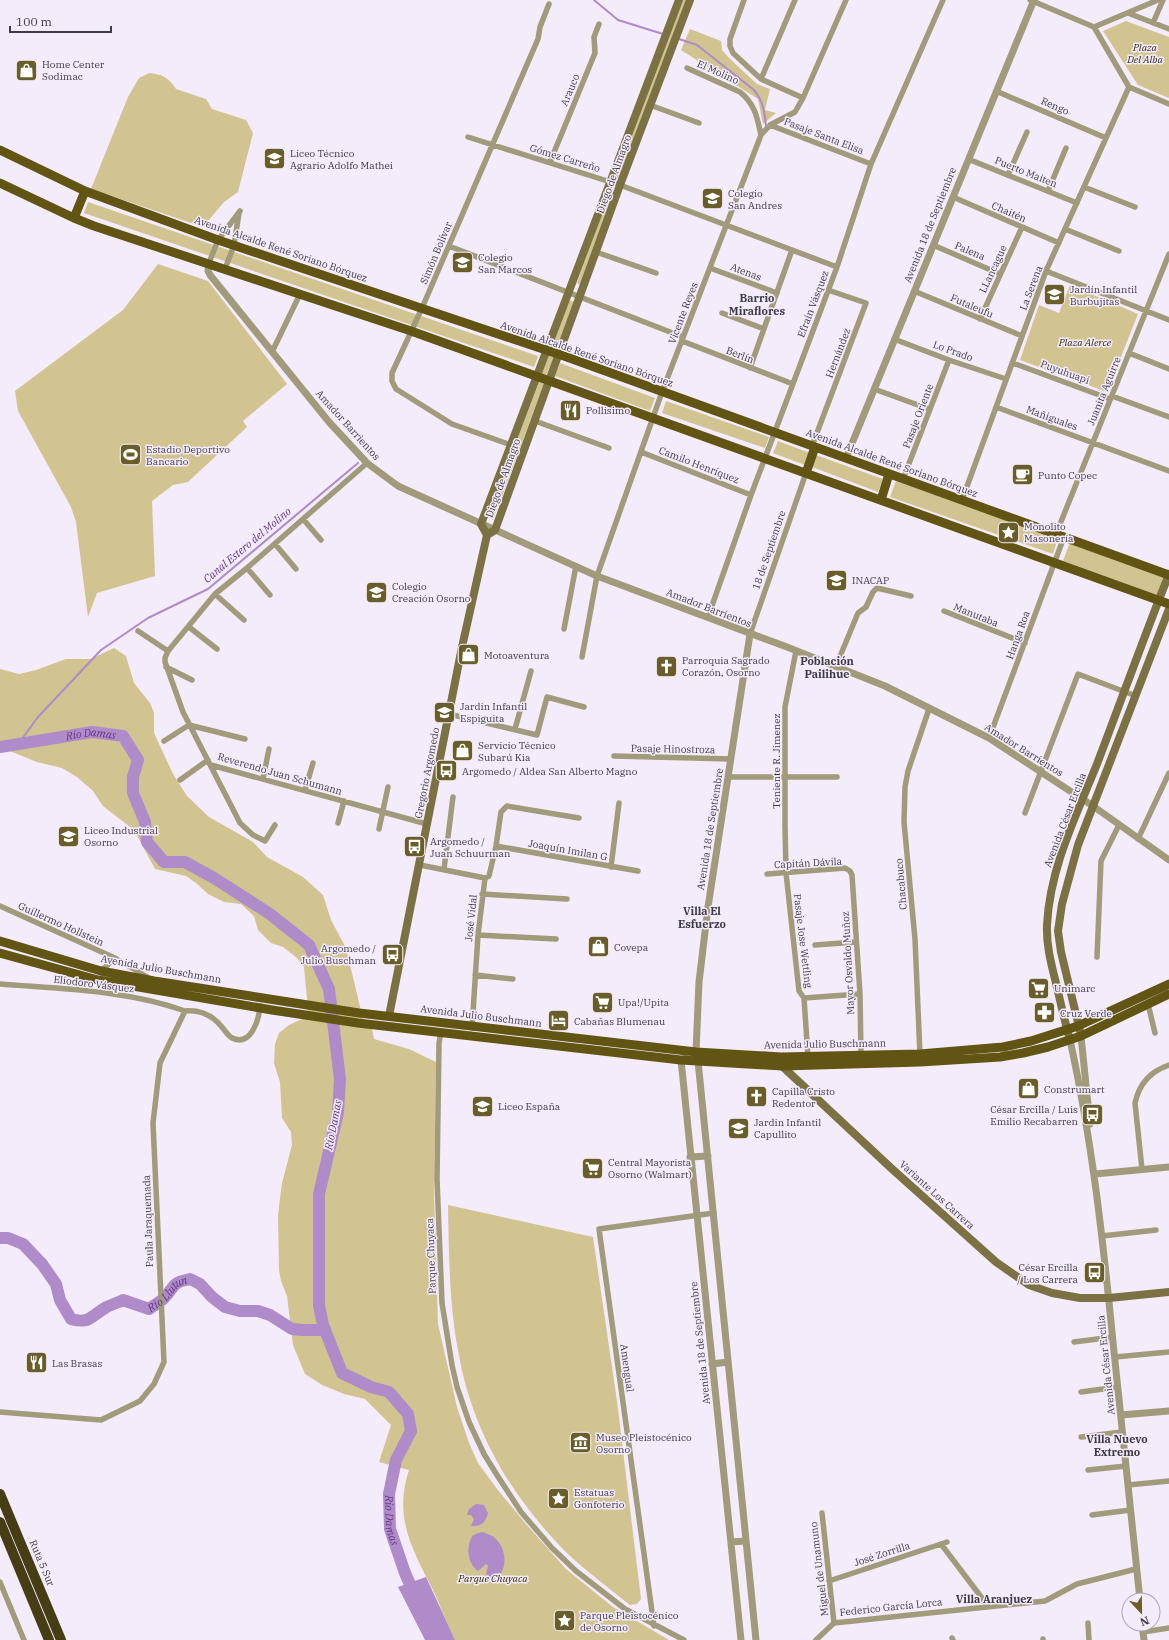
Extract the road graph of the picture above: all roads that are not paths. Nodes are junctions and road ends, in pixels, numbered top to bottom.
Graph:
1 (679, 0) edge
2 (690, 0) edge
3 (744, 0) edge
4 (795, 0) edge
5 (846, 0) edge
6 (943, 0) edge
7 (1032, 0) edge
8 (1158, 0) edge
9 (1163, 0) edge
10 (549, 4) dead end
11 (1128, 12) junction
12 (1153, 23) junction
13 (599, 24) dead end
14 (1094, 27) junction
15 (1169, 29) edge
16 (686, 68) dead end
17 (761, 79) junction
18 (1129, 87) junction
19 (996, 91) junction
20 (803, 98) junction
21 (1169, 104) edge
22 (650, 105) junction
23 (699, 123) dead end
24 (765, 131) junction
25 (1027, 132) dead end
26 (468, 137) dead end
27 (1106, 138) junction
28 (492, 146) junction
29 (1066, 148) dead end
30 (0, 150) edge
31 (968, 159) junction
32 (550, 162) junction
33 (871, 164) junction
34 (1008, 175) junction
35 (611, 182) junction
36 (0, 183) edge
37 (620, 185) junction
38 (1084, 187) junction
39 (85, 190) junction
40 (1048, 191) junction
41 (953, 197) junction
42 (1077, 202) junction
43 (1135, 208) dead end
44 (74, 218) junction
45 (726, 225) junction
46 (1022, 227) junction
47 (1066, 229) junction
48 (218, 240) junction
49 (1059, 243) junction
50 (234, 245) junction
51 (933, 245) junction
52 (449, 246) junction
53 (792, 250) junction
54 (1119, 251) dead end
55 (596, 252) junction
56 (1169, 254) edge
57 (209, 263) junction
58 (836, 267) junction
59 (710, 268) junction
60 (225, 269) junction
61 (1046, 271) junction
62 (656, 273) dead end
63 (1000, 274) junction
64 (828, 290) junction
65 (914, 291) junction
66 (569, 293) junction
67 (777, 293) junction
68 (300, 294) junction
69 (580, 297) junction
70 (422, 308) junction
71 (1146, 311) junction
72 (722, 312) dead end
73 (980, 319) junction
74 (1169, 320) edge
75 (764, 329) junction
76 (411, 331) junction
77 (1022, 336) junction
78 (683, 339) junction
79 (894, 339) junction
80 (547, 350) junction
81 (272, 352) junction
82 (1129, 353) junction
83 (559, 354) junction
84 (949, 360) junction
85 (1012, 363) junction
86 (750, 368) junction
87 (1169, 369) edge
88 (537, 376) junction
89 (1006, 379) junction
90 (549, 380) junction
91 (793, 384) junction
92 (874, 389) junction
93 (662, 392) junction
94 (1111, 397) junction
95 (996, 407) junction
96 (929, 409) junction
97 (1169, 417) edge
98 (653, 418) junction
99 (535, 421) junction
100 (775, 432) junction
101 (1093, 442) junction
102 (511, 445) junction
103 (813, 446) junction
104 (609, 448) dead end
105 (524, 449) junction
106 (641, 452) junction
107 (765, 458) junction
108 (846, 458) junction
109 (367, 463) junction
110 (1169, 471) edge
111 (806, 473) junction
112 (890, 474) junction
113 (904, 479) junction
114 (751, 495) junction
115 (881, 500) junction
116 (962, 500) junction
117 (303, 519) junction
118 (481, 524) junction
119 (495, 530) junction
120 (486, 535) junction
121 (1060, 536) junction
122 (321, 540) dead end
123 (275, 544) junction
124 (1054, 563) junction
125 (576, 566) junction
126 (247, 568) junction
127 (296, 569) dead end
128 (1169, 575) edge
129 (597, 576) junction
130 (215, 594) junction
131 (270, 595) dead end
132 (911, 596) dead end
133 (1159, 600) junction
134 (1169, 604) edge
135 (1169, 609) edge
136 (944, 611) dead end
137 (708, 617) junction
138 (244, 620) dead end
139 (189, 627) junction
140 (564, 629) dead end
141 (138, 631) dead end
142 (750, 634) junction
143 (1025, 643) junction
144 (217, 649) dead end
145 (168, 651) junction
146 (796, 651) junction
147 (582, 657) dead end
148 (836, 666) junction
149 (166, 667) junction
150 (531, 671) dead end
151 (192, 680) dead end
152 (1124, 692) junction
153 (1136, 696) junction
154 (584, 707) dead end
155 (929, 709) junction
156 (450, 714) junction
157 (189, 725) junction
158 (515, 730) junction
159 (989, 738) junction
160 (164, 740) dead end
161 (246, 740) dead end
162 (269, 749) dead end
163 (614, 756) dead end
164 (731, 759) junction
165 (210, 762) junction
166 (313, 763) dead end
167 (1042, 771) junction
168 (1169, 773) edge
169 (785, 776) junction
170 (728, 777) junction
171 (837, 777) dead end
172 (263, 779) junction
173 (180, 780) dead end
174 (388, 787) dead end
175 (305, 790) junction
176 (453, 797) dead end
177 (1082, 800) junction
178 (344, 801) junction
179 (619, 803) dead end
180 (1093, 806) junction
181 (383, 812) junction
182 (1025, 813) dead end
183 (579, 818) dead end
184 (338, 823) dead end
185 (427, 824) junction
186 (275, 825) dead end
187 (1119, 825) junction
188 (379, 829) dead end
189 (1138, 839) junction
190 (496, 846) junction
191 (1169, 860) edge
192 (420, 865) junction
193 (611, 866) junction
194 (1057, 868) junction
195 (444, 869) junction
196 (1070, 870) junction
197 (638, 871) dead end
198 (850, 871) joint
199 (786, 873) junction
200 (767, 874) dead end
201 (485, 878) junction
202 (482, 894) junction
203 (567, 899) dead end
204 (0, 906) edge
205 (1047, 926) junction
206 (1058, 931) junction
207 (478, 935) junction
208 (556, 939) dead end
209 (0, 941) edge
210 (856, 942) junction
211 (815, 944) dead end
212 (0, 953) edge
213 (1097, 957) dead end
214 (115, 958) junction
215 (101, 971) junction
216 (475, 975) junction
217 (1054, 976) junction
218 (513, 979) dead end
219 (1067, 979) junction
220 (154, 981) junction
221 (0, 984) edge
222 (1169, 984) edge
223 (860, 994) junction
224 (1169, 994) edge
225 (260, 997) junction
226 (804, 998) junction
227 (1148, 1004) junction
228 (260, 1008) junction
229 (185, 1011) junction
230 (389, 1016) junction
231 (442, 1023) junction
232 (380, 1026) junction
233 (473, 1026) junction
234 (1078, 1026) junction
235 (397, 1028) junction
236 (1067, 1030) junction
237 (1155, 1032) dead end
238 (441, 1033) junction
239 (468, 1036) junction
240 (1081, 1036) junction
241 (1070, 1040) junction
242 (861, 1056) junction
243 (697, 1057) junction
244 (808, 1057) junction
245 (920, 1058) junction
246 (681, 1060) junction
247 (781, 1062) junction
248 (1169, 1065) edge
249 (1091, 1152) junction
250 (708, 1156) junction
251 (690, 1158) junction
252 (1169, 1166) edge
253 (1142, 1169) junction
254 (1095, 1174) junction
255 (714, 1213) junction
256 (696, 1215) junction
257 (1156, 1230) dead end
258 (1102, 1236) junction
259 (1169, 1292) edge
260 (1109, 1298) junction
261 (1113, 1338) junction
262 (1074, 1342) dead end
263 (1169, 1352) edge
264 (1115, 1357) junction
265 (728, 1362) junction
266 (712, 1364) junction
267 (1118, 1387) junction
268 (1081, 1392) dead end
269 (1169, 1411) edge
270 (0, 1412) edge
271 (1121, 1415) junction
272 (1122, 1432) junction
273 (1081, 1436) dead end
274 (1126, 1466) junction
275 (1088, 1470) dead end
276 (1169, 1481) edge
277 (1128, 1485) junction
278 (0, 1494) edge
279 (1130, 1510) junction
280 (822, 1512) dead end
281 (1092, 1515) dead end
282 (0, 1522) edge
283 (746, 1541) junction
284 (731, 1542) junction
285 (947, 1542) dead end
286 (941, 1544) junction
287 (1136, 1569) junction
288 (829, 1581) junction
289 (0, 1582) edge
290 (1139, 1592) edge
291 (988, 1606) junction
292 (834, 1623) junction
293 (1088, 1623) dead end
294 (654, 1626) junction
295 (24, 1640) edge
296 (49, 1640) edge
297 (61, 1640) edge
298 (684, 1640) edge
299 (741, 1640) edge
300 (756, 1640) edge
301 (816, 1640) edge
302 (1089, 1640) edge

1 - 35 main road, Diego de Almagro
2 - 22 main road, Diego de Almagro
3 - 17 street
4 - 17 street
5 - 20 street
6 - 33 street, Efraín Vásquez
7 - 14 street
7 - 19 street, Avenida 18 de Septiembre
8 - 11 street
9 - 12 street
10 - 28 street, Simón Bolívar
11 - 12 street
11 - 14 street
12 - 15 street
13 - 32 street, Arauco
14 - 18 street
16 - 24 street, El Molino
17 - 20 street
18 - 21 street
18 - 27 street, La Serena
19 - 27 street, Rengo
19 - 31 street, Avenida 18 de Septiembre
20 - 24 street
22 - 23 street
22 - 37 main road, Diego de Almagro
24 - 33 street, Pasaje Santa Elisa
24 - 45 street, Vicente Reyes
25 - 34 street
26 - 28 street, Gómez Carreño
27 - 38 street, La Serena
28 - 32 street, Gómez Carreño
28 - 52 street, Simón Bolívar
29 - 40 street
30 - 39 main road, Avenida Alcalde René Soriano Bórquez
31 - 34 street, Puerto Maiten
31 - 41 street, Avenida 18 de Septiembre
32 - 35 street, Gómez Carreño
33 - 58 street, Efraín Vásquez
34 - 40 street, Puerto Maiten
35 - 37 street, Gómez Carreño
35 - 66 main road, Diego de Almagro
36 - 44 main road
37 - 45 street, Gómez Carreño
37 - 55 main road, Diego de Almagro
38 - 42 street, La Serena
38 - 43 street
39 - 44 main road
39 - 48 main road, Avenida Alcalde René Soriano Bórquez
40 - 42 street, Puerto Maiten
41 - 46 street, Chaitén
41 - 51 street, Avenida 18 de Septiembre
42 - 47 street, La Serena
44 - 57 main road
45 - 53 street, Gómez Carreño
45 - 59 street, Vicente Reyes
46 - 49 street, Chaitén
46 - 63 street, LLancague
47 - 49 street, La Serena
47 - 54 street
48 - 50 main road, Avenida Alcalde René Soriano Bórquez
48 - 50 street
48 - 57 street
49 - 61 street, La Serena
50 - 60 street
50 - 70 main road, Avenida Alcalde René Soriano Bórquez
51 - 63 street, Palena
51 - 65 street, Avenida 18 de Septiembre
52 - 66 street, Berlín
52 - 70 street, Simón Bolívar
53 - 58 street, Gómez Carreño
53 - 67 street
55 - 62 street
55 - 69 main road, Diego de Almagro
56 - 71 street, Juanita Aguirre
57 - 60 main road
57 - 81 street, Amador Barrientos
58 - 64 street, Efraín Vásquez
59 - 67 street, Atenas
59 - 78 street, Vicente Reyes
60 - 68 main road
61 - 71 street
61 - 77 street, La Serena
63 - 73 street, LLancague
64 - 91 street, Efraín Vásquez
64 - 103 street, Hernández
65 - 73 street, Futaleufu
65 - 79 street, Avenida 18 de Septiembre
66 - 69 street, Berlín
66 - 80 main road, Diego de Almagro
67 - 75 street
68 - 76 main road
68 - 81 street
69 - 78 street, Berlín
69 - 83 main road, Diego de Almagro
70 - 76 street, Simón Bolívar
70 - 80 main road, Avenida Alcalde René Soriano Bórquez
71 - 74 street
71 - 82 street, Juanita Aguirre
72 - 75 street
73 - 77 street, Futaleufu
75 - 86 street
76 - 88 main road
76 - 102 street, Simón Bolívar
77 - 85 street, La Serena
78 - 86 street, Berlín
78 - 93 street, Vicente Reyes
79 - 84 street, Lo Prado
79 - 92 street, Avenida 18 de Septiembre
80 - 83 main road, Avenida Alcalde René Soriano Bórquez
80 - 88 main road, Diego de Almagro
81 - 109 street, Amador Barrientos
82 - 87 street
82 - 94 street, Juanita Aguirre
83 - 90 main road, Diego de Almagro
83 - 93 main road, Avenida Alcalde René Soriano Bórquez
84 - 89 street, Lo Prado
84 - 96 street, Pasaje Oriente
85 - 89 street, La Serena
85 - 94 street, Puyuhuapi
86 - 91 street, Berlín
88 - 90 main road
88 - 102 main road, Diego de Almagro
89 - 95 street, La Serena
90 - 98 main road
90 - 99 main road, Diego de Almagro
91 - 100 street, Efraín Vásquez
92 - 96 street
92 - 108 street, Avenida 18 de Septiembre
93 - 98 street, Vicente Reyes
93 - 100 main road, Avenida Alcalde René Soriano Bórquez
94 - 97 street, Puyuhuapi
94 - 101 street, Juanita Aguirre
95 - 101 street, Mañiguales
95 - 116 street, La Serena
96 - 113 street, Pasaje Oriente
98 - 106 street, Vicente Reyes
98 - 107 main road
99 - 104 street
99 - 105 main road, Diego de Almagro
100 - 103 main road, Avenida Alcalde René Soriano Bórquez
100 - 107 street, Efraín Vásquez
101 - 110 street, Mañiguales
101 - 121 street, Juanita Aguirre
102 - 105 main road
102 - 118 main road, Diego de Almagro
103 - 108 main road, Avenida Alcalde René Soriano Bórquez
103 - 111 main road
105 - 119 main road, Diego de Almagro
106 - 114 street, Camilo Henríquez
106 - 129 street, Vicente Reyes
107 - 111 main road
107 - 114 street, Efraín Vásquez
108 - 112 main road, Avenida Alcalde René Soriano Bórquez
109 - 117 street
109 - 118 street, Amador Barrientos
111 - 115 main road
111 - 142 street, 18 de Septiembre
112 - 113 main road, Avenida Alcalde René Soriano Bórquez
112 - 115 main road
113 - 116 main road, Avenida Alcalde René Soriano Bórquez
114 - 137 street, Efraín Vásquez
115 - 124 main road
116 - 121 main road, Avenida Alcalde René Soriano Bórquez
117 - 122 street
117 - 123 street
118 - 119 street, Amador Barrientos
118 - 120 main road, Diego de Almagro
119 - 120 main road, Diego de Almagro
119 - 125 street, Amador Barrientos
120 - 156 main road, Gregorio Argomedo
121 - 124 street, Hanga Roa
121 - 128 main road, Avenida Alcalde René Soriano Bórquez
123 - 126 street
123 - 127 street
124 - 133 main road
124 - 143 street, Hanga Roa
125 - 129 street, Amador Barrientos
125 - 140 street
126 - 130 street
126 - 131 street
128 - 133 main road, Avenida César Ercilla
129 - 137 street, Amador Barrientos
129 - 147 street, Vicente Reyes
130 - 138 street
130 - 139 street
132 - 148 street
133 - 134 main road
133 - 152 main road, Avenida César Ercilla
135 - 153 main road, Avenida César Ercilla
136 - 143 street, Manutaba
137 - 142 street, Amador Barrientos
139 - 144 street
139 - 145 street
141 - 145 street
142 - 146 street, Amador Barrientos
142 - 164 street, Avenida 18 de Septiembre
143 - 159 street, Hanga Roa
145 - 149 street, Reverendo Juan Schumann
146 - 148 street, Amador Barrientos
146 - 169 street, Teniente R. Jimenez
148 - 155 street, Amador Barrientos
149 - 151 street
149 - 157 street, Reverendo Juan Schumann
150 - 158 street
152 - 153 street
152 - 167 street
152 - 177 main road, Avenida César Ercilla
153 - 180 main road, Avenida César Ercilla
154 - 158 street
155 - 159 street, Amador Barrientos
155 - 245 street, Chacabuco
156 - 158 street
156 - 185 main road, Gregorio Argomedo
157 - 160 street
157 - 161 street
157 - 165 street, Reverendo Juan Schumann
159 - 167 street, Amador Barrientos
162 - 172 street
163 - 164 street, Pasaje Hinostroza
164 - 170 street, Avenida 18 de Septiembre
165 - 172 street, Reverendo Juan Schumann
165 - 173 street
165 - 186 street
166 - 175 street
167 - 177 street, Amador Barrientos
167 - 182 street
168 - 189 street
169 - 170 street
169 - 171 street
169 - 199 street, Teniente R. Jimenez
170 - 243 street, Avenida 18 de Septiembre
172 - 175 street, Reverendo Juan Schumann
174 - 181 street
175 - 178 street, Reverendo Juan Schumann
176 - 195 street
177 - 180 street, Amador Barrientos
177 - 194 main road, Avenida César Ercilla
178 - 181 street, Reverendo Juan Schumann
178 - 184 street
179 - 193 street
180 - 187 street, Amador Barrientos
180 - 196 main road, Avenida César Ercilla
181 - 185 street, Reverendo Juan Schumann
181 - 188 street
183 - 190 street, José Vidal
185 - 192 main road, Gregorio Argomedo
187 - 189 street, Amador Barrientos
187 - 213 street
189 - 191 street, Amador Barrientos
190 - 193 street, Joaquín Imilan G
190 - 201 street, José Vidal
192 - 195 street
192 - 230 main road, Gregorio Argomedo
193 - 197 street, Joaquín Imilan G
194 - 196 main road
194 - 205 main road, Avenida César Ercilla
195 - 201 street
196 - 206 main road, Avenida César Ercilla
198 - 199 street, Capitán Dávila
198 - 210 street, Mayor Osvaldo Muñoz
199 - 200 street, Capitán Dávila
199 - 226 street, Pasaje Jose Wettling
201 - 202 street, José Vidal
202 - 203 street
202 - 207 street, José Vidal
204 - 214 street, Guillermo Hollstein
205 - 206 main road
205 - 217 main road, Avenida César Ercilla
206 - 219 main road, Avenida César Ercilla
207 - 208 street
207 - 216 street, José Vidal
209 - 215 main road, Avenida Julio Buschmann
210 - 211 street
210 - 223 street, Mayor Osvaldo Muñoz
212 - 228 main road, Avenida Julio Buschmann
214 - 215 street
214 - 220 street, Guillermo Hollstein
215 - 220 main road, Avenida Julio Buschmann
216 - 218 street
216 - 233 street, José Vidal
217 - 219 main road
217 - 236 main road, Avenida César Ercilla
219 - 234 main road, Avenida César Ercilla
220 - 225 main road, Avenida Julio Buschmann
221 - 229 street, Eliodoro Vásquez
222 - 234 main road, Avenida Julio Buschmann
223 - 226 street
223 - 242 street, Mayor Osvaldo Muñoz
224 - 227 main road, Avenida Julio Buschmann
225 - 228 street
225 - 230 main road, Avenida Julio Buschmann
226 - 244 street, Pasaje Jose Wettling
227 - 237 street
227 - 240 main road, Avenida Julio Buschmann
228 - 229 street
228 - 232 main road, Avenida Julio Buschmann
229 - 270 street, Paula Jaraquemada
230 - 231 main road, Avenida Julio Buschmann
230 - 232 main road
230 - 235 main road
231 - 233 main road, Avenida Julio Buschmann
231 - 238 street, Parque Chuyaca
232 - 235 main road, Avenida Julio Buschmann
233 - 239 street, José Vidal
233 - 243 main road, Avenida Julio Buschmann
234 - 236 main road, Avenida Julio Buschmann
234 - 240 main road, Avenida César Ercilla
235 - 238 main road, Avenida Julio Buschmann
236 - 241 main road, Avenida César Ercilla
236 - 245 main road, Avenida Julio Buschmann
238 - 239 main road, Avenida Julio Buschmann
238 - 294 street, Parque Chuyaca
239 - 246 main road, Avenida Julio Buschmann
240 - 241 main road, Avenida Julio Buschmann
240 - 249 street, Avenida César Ercilla
241 - 245 main road, Avenida Julio Buschmann
241 - 249 street, Avenida César Ercilla
242 - 244 main road, Avenida Julio Buschmann
242 - 245 main road, Avenida Julio Buschmann
243 - 246 main road, Avenida Julio Buschmann
243 - 247 main road, Avenida Julio Buschmann
243 - 250 street, Avenida 18 de Septiembre
244 - 247 main road, Avenida Julio Buschmann
245 - 247 main road, Avenida Julio Buschmann
246 - 251 street, Avenida 18 de Septiembre
247 - 260 main road, Variante Los Carrera
248 - 253 street
249 - 254 street, Avenida César Ercilla
250 - 251 street
250 - 255 street, Avenida 18 de Septiembre
251 - 256 street, Avenida 18 de Septiembre
252 - 253 street
253 - 254 street
254 - 258 street, Avenida César Ercilla
255 - 256 street, Amengual
255 - 265 street, Avenida 18 de Septiembre
256 - 266 street, Avenida 18 de Septiembre
256 - 294 street, Amengual
257 - 258 street
258 - 260 street, Avenida César Ercilla
259 - 260 main road, Variante Los Carrera
260 - 261 street, Avenida César Ercilla
261 - 262 street
261 - 264 street, Avenida César Ercilla
263 - 264 street
264 - 267 street, Avenida César Ercilla
265 - 266 street
265 - 283 street, Avenida 18 de Septiembre
266 - 284 street, Avenida 18 de Septiembre
267 - 268 street
267 - 271 street, Avenida César Ercilla
269 - 271 street
271 - 272 street, Avenida César Ercilla
272 - 273 street
272 - 274 street, Avenida César Ercilla
274 - 275 street
274 - 277 street, Avenida César Ercilla
276 - 277 street
277 - 279 street, Avenida César Ercilla
278 - 297 highway, Ruta 5 Sur
279 - 281 street
279 - 287 street, Avenida César Ercilla
280 - 288 street, Miguel de Unamuno
282 - 296 highway
283 - 284 street
283 - 300 street, Avenida 18 de Septiembre
284 - 299 street, Avenida 18 de Septiembre
285 - 286 street, José Zorrilla
286 - 288 street, José Zorrilla
286 - 291 street
287 - 290 street, Avenida César Ercilla
287 - 291 street, Federico García Lorca
288 - 292 street, Miguel de Unamuno
289 - 295 street
291 - 292 street, Federico García Lorca
292 - 301 street, Federico García Lorca
293 - 302 street
294 - 298 street, Parque Chuyaca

********

### INSTRUCTIONS TO FOLLOW:
The lines that mention the word "LLancague" should be pulled from the records above.

### REPLY:
46 - 63 street, LLancague
63 - 73 street, LLancague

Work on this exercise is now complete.